### Problem to work on:
Work through the records below, line by line, and say how many lines include "main", with nothing else.

### Given records:
####

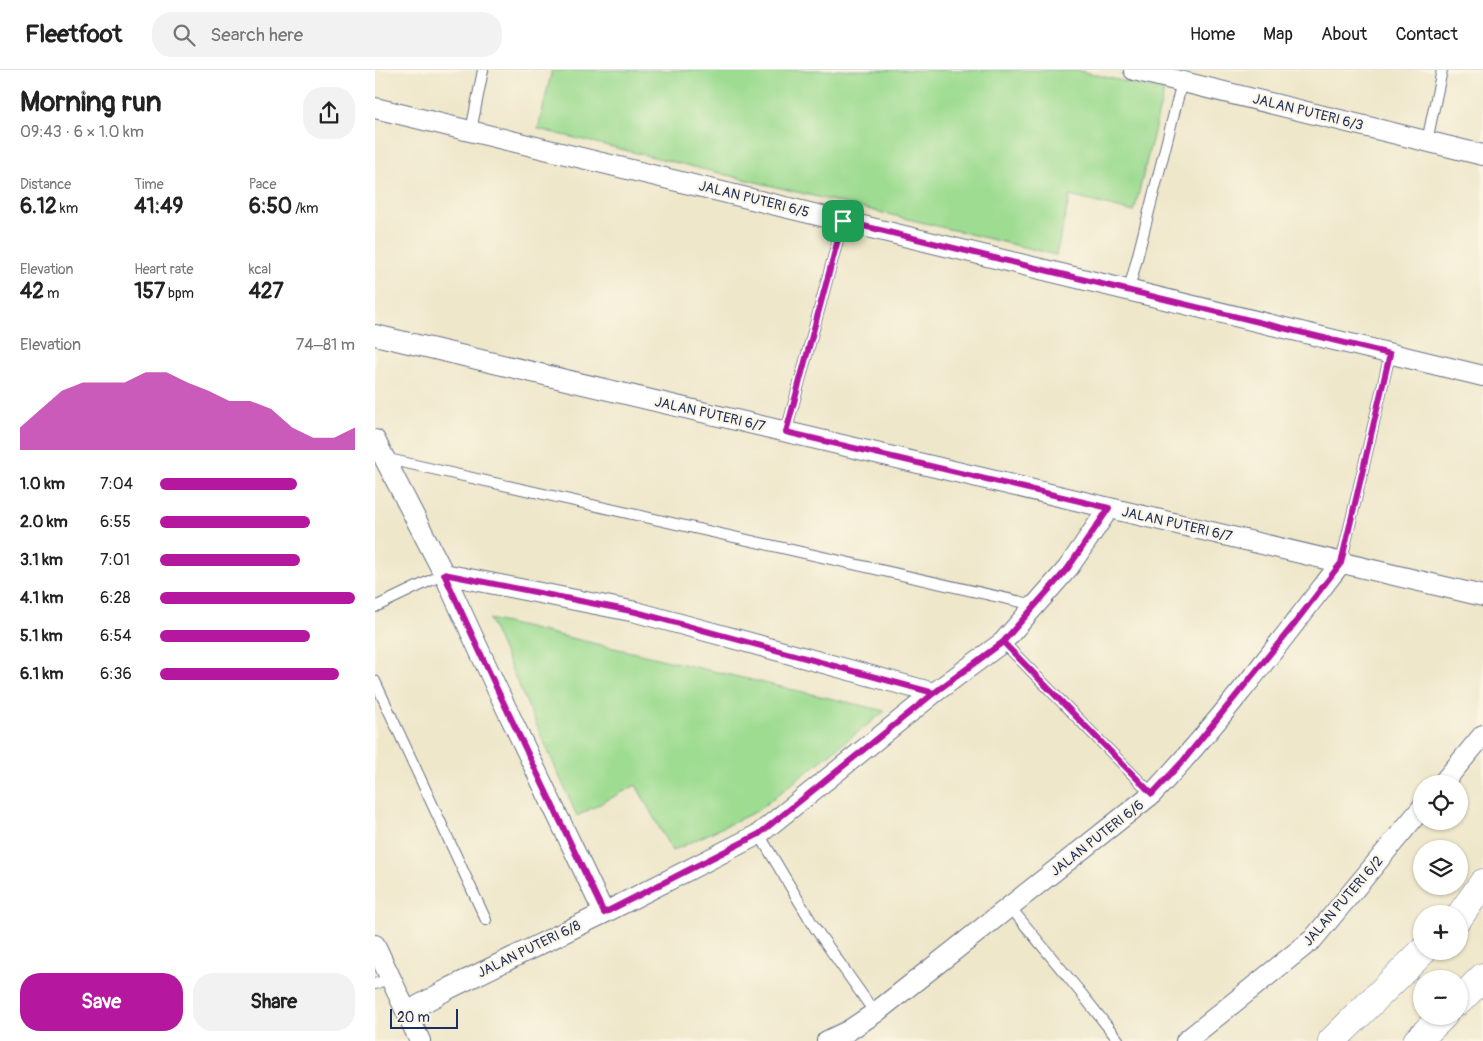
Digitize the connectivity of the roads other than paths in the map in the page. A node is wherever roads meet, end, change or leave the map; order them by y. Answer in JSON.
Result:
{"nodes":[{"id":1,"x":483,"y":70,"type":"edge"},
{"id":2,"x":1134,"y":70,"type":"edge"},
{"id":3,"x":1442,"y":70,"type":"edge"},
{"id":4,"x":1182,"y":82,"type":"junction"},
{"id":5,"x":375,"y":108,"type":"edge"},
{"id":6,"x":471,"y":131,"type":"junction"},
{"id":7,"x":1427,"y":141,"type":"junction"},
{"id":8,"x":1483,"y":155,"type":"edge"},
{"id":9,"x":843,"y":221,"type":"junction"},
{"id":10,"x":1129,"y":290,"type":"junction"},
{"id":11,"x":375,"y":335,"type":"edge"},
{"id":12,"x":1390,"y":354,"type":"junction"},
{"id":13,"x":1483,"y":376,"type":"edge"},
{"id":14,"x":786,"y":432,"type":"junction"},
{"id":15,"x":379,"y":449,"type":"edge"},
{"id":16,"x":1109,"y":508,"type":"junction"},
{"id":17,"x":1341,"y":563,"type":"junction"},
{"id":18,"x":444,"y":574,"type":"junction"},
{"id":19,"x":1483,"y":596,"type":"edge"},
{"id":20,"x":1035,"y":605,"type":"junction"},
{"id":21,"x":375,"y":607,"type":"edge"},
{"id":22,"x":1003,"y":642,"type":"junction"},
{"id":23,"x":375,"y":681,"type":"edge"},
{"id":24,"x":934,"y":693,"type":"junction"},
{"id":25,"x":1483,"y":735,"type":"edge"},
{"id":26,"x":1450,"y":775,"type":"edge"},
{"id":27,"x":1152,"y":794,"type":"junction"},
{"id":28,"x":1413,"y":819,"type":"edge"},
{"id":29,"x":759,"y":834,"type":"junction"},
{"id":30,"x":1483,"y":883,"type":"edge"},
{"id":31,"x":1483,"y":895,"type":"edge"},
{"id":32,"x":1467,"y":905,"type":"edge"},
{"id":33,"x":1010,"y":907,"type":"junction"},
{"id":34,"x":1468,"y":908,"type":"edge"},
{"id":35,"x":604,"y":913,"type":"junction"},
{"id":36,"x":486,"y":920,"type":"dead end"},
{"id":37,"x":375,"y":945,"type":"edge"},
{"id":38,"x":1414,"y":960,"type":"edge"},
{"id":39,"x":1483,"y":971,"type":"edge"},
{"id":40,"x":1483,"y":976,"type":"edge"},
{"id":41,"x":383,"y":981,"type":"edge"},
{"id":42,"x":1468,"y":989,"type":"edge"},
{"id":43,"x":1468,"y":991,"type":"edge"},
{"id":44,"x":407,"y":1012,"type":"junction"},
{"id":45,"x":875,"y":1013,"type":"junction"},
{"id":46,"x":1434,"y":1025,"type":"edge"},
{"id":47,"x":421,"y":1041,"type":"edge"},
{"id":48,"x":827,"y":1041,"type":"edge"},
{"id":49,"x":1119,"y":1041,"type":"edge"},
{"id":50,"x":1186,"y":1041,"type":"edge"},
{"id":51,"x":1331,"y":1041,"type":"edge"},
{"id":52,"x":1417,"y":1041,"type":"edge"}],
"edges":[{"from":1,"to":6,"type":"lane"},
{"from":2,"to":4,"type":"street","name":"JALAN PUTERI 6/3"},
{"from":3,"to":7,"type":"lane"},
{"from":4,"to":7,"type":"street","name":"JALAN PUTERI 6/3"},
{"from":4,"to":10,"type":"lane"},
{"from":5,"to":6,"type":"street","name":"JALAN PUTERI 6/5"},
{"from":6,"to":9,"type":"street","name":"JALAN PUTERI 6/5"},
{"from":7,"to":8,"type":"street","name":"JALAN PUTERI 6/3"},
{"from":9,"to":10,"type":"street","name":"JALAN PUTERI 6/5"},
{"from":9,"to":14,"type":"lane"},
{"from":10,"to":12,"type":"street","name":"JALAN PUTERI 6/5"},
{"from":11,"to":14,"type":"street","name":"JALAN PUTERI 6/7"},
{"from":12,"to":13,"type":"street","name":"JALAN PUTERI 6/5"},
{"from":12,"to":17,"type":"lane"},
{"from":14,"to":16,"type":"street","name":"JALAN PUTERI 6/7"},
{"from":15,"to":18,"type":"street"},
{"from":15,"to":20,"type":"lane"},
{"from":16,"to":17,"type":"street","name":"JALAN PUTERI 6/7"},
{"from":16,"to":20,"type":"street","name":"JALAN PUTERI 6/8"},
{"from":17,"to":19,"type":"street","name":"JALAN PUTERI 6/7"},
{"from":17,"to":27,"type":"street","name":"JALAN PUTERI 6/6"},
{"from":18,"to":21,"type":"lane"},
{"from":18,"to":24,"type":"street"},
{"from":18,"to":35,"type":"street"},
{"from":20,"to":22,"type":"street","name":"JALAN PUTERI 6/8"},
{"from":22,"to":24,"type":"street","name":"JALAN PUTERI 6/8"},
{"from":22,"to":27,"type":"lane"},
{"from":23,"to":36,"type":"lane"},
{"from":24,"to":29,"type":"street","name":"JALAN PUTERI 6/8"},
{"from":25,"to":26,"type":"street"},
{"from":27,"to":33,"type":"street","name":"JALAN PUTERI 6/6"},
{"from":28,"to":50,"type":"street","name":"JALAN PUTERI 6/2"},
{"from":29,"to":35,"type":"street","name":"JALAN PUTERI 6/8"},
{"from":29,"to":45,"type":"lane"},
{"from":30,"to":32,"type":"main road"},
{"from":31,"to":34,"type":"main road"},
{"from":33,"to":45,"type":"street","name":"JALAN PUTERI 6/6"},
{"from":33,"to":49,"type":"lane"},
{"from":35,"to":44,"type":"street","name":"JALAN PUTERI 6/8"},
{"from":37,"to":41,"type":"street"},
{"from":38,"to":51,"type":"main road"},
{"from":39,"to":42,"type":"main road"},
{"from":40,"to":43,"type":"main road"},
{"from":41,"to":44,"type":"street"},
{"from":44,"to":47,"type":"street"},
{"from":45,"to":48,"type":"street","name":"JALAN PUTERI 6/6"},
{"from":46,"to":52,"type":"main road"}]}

####

### Exercise response:
6